Since GLSL shaders provide a general way for writing C code in them, if applying a software frame work instead of OpenGL api, then the system can run some data parallel computation on GPU for speeding up and even get CPU and GPU executing simultaneously. Furthmore, any language that allows the code running on the CPU to poll a GPU shader for return values, can create a GPGPU framework [83].

Mapping data in GPU

As previous section GPU, the subset of y[]=a*x[]+y[] array-calculation as follows,

// Invoke DAXPY with 256 threads per Thread Block
__host__
int nblocks = (n+255) / 256;
daxpy<<<nblocks, 256>>>(n, 2.0, x, y);
// DAXPY in CUDA
__device__
void daxpy(int n, double a, double *x, double *y) {
  int i = blockIdx.x*blockDim.x + threadIdx.x;
  if (i < n) y[i] = a*x[i] + y[i];
}
  • name<<<dimGrid, dimBlock>>>(… parameter list …):

    • dimGrid: Number of Blocks in Grid

    • dimBlock: 256 Threads in Block

Assembly code of PTX (from page 300 of Quantitative book)

// code to set VLR, Vector Length Register, to (n % 256)
//   ...
//
shl.u32 R8, blockIdx, 9       ; Thread Block ID * Block size (512)
add.u32 R8, R8, threadIdx     ; R8 = i = my CUDA Thread ID
shl.u32 R8, R8, 3             ; byte offset
setp.neq.s32 P1, RD8, RD3     ; RD3 = n, P1 is predicate register 1
ld.global.f64 RD0, [X+R8]     ; RD0 = X[i]
ld.global.f64 RD2, [Y+R8]     ; RD2 = Y[i]
mul.f64 RD0, RD0, RD4         ; Product in RD0 = RD0 * RD4 (scalar a)
add.f64 RD0, RD0, RD2         ; SuminRD0 = RD0 + RD2 (Y[i])
st.global.f64 [Y+R8], RD0     ; Y[i] = sum (X[i]*a + Y[i])
  • Need to set VLR if PTX has this instruction. Otherwise, set lane-mask in the similar way of the code below.

__device__
void lane-mask-ex( double *X, double *Y, double *Z) {
  if (X[i] != 0)
    X[i] = X[i] – Y[i];
  else X[i] = Z[i];
}

Assembly code of Vector Processor

LV V1,Rx         ;load vector X into V1
LV V2,Ry         ;load vector Y
L.D F0,#0        ;load FP zero into F0
SNEVS.D V1,F0    ;sets VM(i) to 1 if V1(i)!=F0
SUBVV.D V1,V1,V2 ;subtract under vector mask
SV V1,Rx         ;store the result in X

Assembly code of PTX (modified code from refering page 208 - 302 of Quantitative book)

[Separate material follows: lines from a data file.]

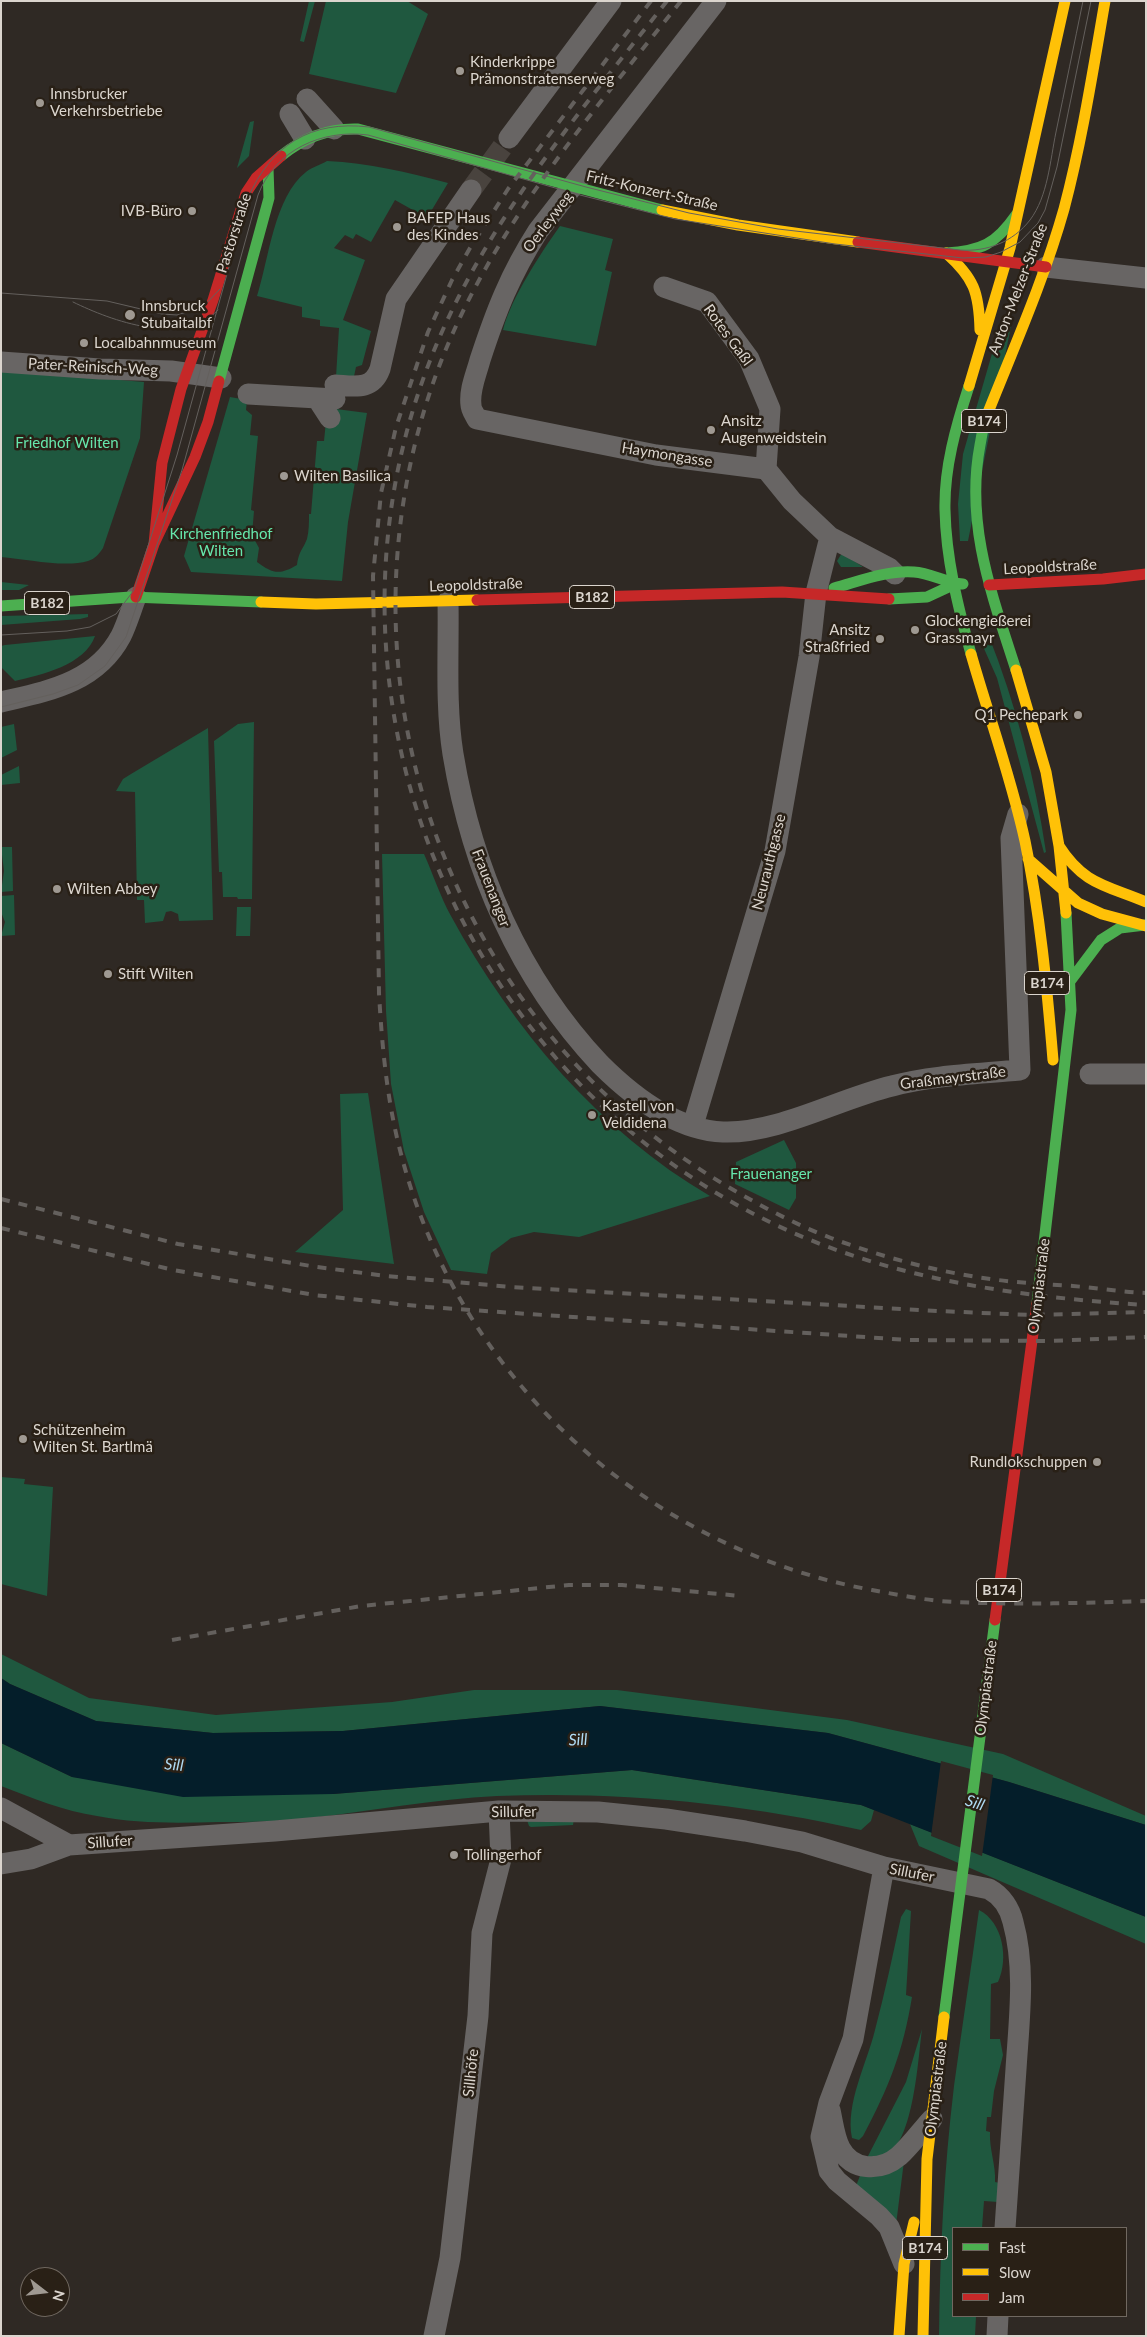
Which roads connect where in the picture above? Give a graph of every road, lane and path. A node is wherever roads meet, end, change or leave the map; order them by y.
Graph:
1 (610, 1) edge
2 (716, 1) edge
3 (1065, 1) edge
4 (1105, 1) edge
5 (308, 100) dead end
6 (290, 114) dead end
7 (334, 130) junction
8 (509, 138) tunnel mouth
9 (305, 139) junction
10 (268, 168) junction
11 (471, 190) tunnel mouth
12 (1020, 210) junction
13 (946, 253) junction
14 (1007, 260) junction
15 (1046, 267) junction
16 (1146, 278) edge
17 (664, 287) dead end
18 (983, 344) junction
19 (1, 362) edge
20 (186, 373) junction
21 (221, 378) junction
22 (251, 400) dead end
23 (477, 419) joint
24 (766, 469) junction
25 (830, 537) junction
26 (154, 544) junction
27 (895, 574) junction
28 (1146, 574) edge
29 (955, 584) junction
30 (981, 585) junction
31 (816, 593) junction
32 (136, 596) junction
33 (448, 601) junction
34 (1, 606) edge
35 (1, 702) edge
36 (1018, 812) junction
37 (1060, 846) junction
38 (1028, 859) junction
39 (1064, 892) junction
40 (1146, 902) edge
41 (1145, 925) edge
42 (1071, 980) junction
43 (1090, 1074) dead end
44 (1146, 1074) edge
45 (1058, 1107) junction
46 (693, 1125) junction
47 (1, 1808) edge
48 (499, 1811) junction
49 (69, 1845) junction
50 (1, 1864) edge
51 (884, 1868) junction
52 (828, 2103) junction
53 (932, 2119) junction
54 (928, 2159) junction
55 (1005, 2227) edge
56 (904, 2264) junction
57 (998, 2317) edge
58 (434, 2336) edge
59 (900, 2336) edge
60 (923, 2336) edge
61 (997, 2336) edge

1 - 8 street
2 - 23 street, Oerleyweg
3 - 12 main road, Anton-Melzer-Straße / B174
4 - 15 main road, Anton-Melzer-Straße / B174
5 - 7 street
6 - 9 street
7 - 9 main road, Fritz-Konzert-Straße
7 - 13 main road, Fritz-Konzert-Straße
9 - 10 main road, Fritz-Konzert-Straße
10 - 20 main road, Pastorstraße
10 - 21 main road, Pastorstraße
11 - 22 street
12 - 13 main road
12 - 14 main road, Anton-Melzer-Straße / B174
13 - 14 main road, Fritz-Konzert-Straße
13 - 18 main road
14 - 15 main road, Fritz-Konzert-Straße
14 - 18 main road, Anton-Melzer-Straße / B174
15 - 16 street
15 - 30 main road, Anton-Melzer-Straße / B174
17 - 24 street, Rotes Gaßl
18 - 29 main road, Anton-Melzer-Straße / B174
19 - 20 street, Pater-Reinisch-Weg
20 - 21 street, Pater-Reinisch-Weg
20 - 26 main road, Pastorstraße
21 - 26 main road, Pastorstraße
23 - 24 street, Haymongasse
24 - 25 street
25 - 27 street
25 - 31 street
26 - 32 main road, Pastorstraße
27 - 29 main road, Leopoldstraße / B182
27 - 31 main road, Leopoldstraße / B182
28 - 30 main road, Leopoldstraße
29 - 30 main road, Leopoldstraße
29 - 31 main road, Leopoldstraße / B182
29 - 36 main road, B174
30 - 37 main road, B174
31 - 33 main road, Leopoldstraße / B182
31 - 46 street, Neurauthgasse
32 - 33 main road, Leopoldstraße / B182
32 - 34 main road, B182
32 - 35 street
33 - 46 street, Frauenanger
36 - 38 main road, B174
36 - 46 street, Graßmayrstraße
37 - 39 main road, B174
37 - 40 main road
38 - 39 main road
38 - 45 main road, B174
39 - 41 main road
39 - 42 main road, B174
41 - 42 main road
42 - 45 main road, B174
43 - 44 street
45 - 53 main road, Olympiastraße / B174
47 - 49 street, Sillufer
48 - 49 street, Sillufer
48 - 51 street, Sillufer
48 - 58 street, Sillhöfe
49 - 50 street
51 - 52 street
51 - 55 street, Sillufer
52 - 53 street
52 - 56 street
53 - 54 main road, Olympiastraße / B174
54 - 56 main road, Olympiastraße / B174
54 - 60 main road, Olympiastraße / B174
56 - 59 main road, Olympiastraße / B174
57 - 61 street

ld.global.f64 RD0, [X+R9]     ; RD0 = X[i]
setp.neq.s32 P1, RD0, #0      ; P1 is predicate register 1
@!P1, bra ELSE1, *Push        ; Push old mask, set new mask bits
                              ; if P1 false, go to ELSE1
ld.global.f64 RD2, [Y+R8]     ; RD2 = Y[i]
sub.f64 RD0, RD0, RD2         ; Difference in RD0
st.global.f64 [X+R8], RD0     ; X[i]=RD0
ELSE1:
ld.global.f64 RD0, [Z+R8]     ; RD0 = Z[i]
st.global.f64 [X+R8], RD0     ; X[i] = RD0
ENDIF1:
ret, *Pop                     ; pop to restore old mask

The following table explains how the elemements of saxpy() maps to lane of SIMD Thread(Warp) of Thread Block(Core) of Grid.

Table 46 Mapping saxpy code to Fig. 87.

saxpy(()

Instance in Fig. 87

Description

blockDim.x

The index of Thread Block

blockDim: in this example configured as Fig. 87 is 16(Thread Blocks) * 16(SIDM Threads) = 256

blockIdx.x

The index of SIMD Thread

blockIdx: the index of Thread Block within the Grid

threadIdx.x

The index of elements

threadIdx: the index of the SIMD Thread within its Thread Block

  • With Fermi, each 32-wide thread of SIMD instructions is mapped to 16 physical SIMD Lanes, so each SIMD instruction in a thread of SIMD instructions takes two clock cycles to complete.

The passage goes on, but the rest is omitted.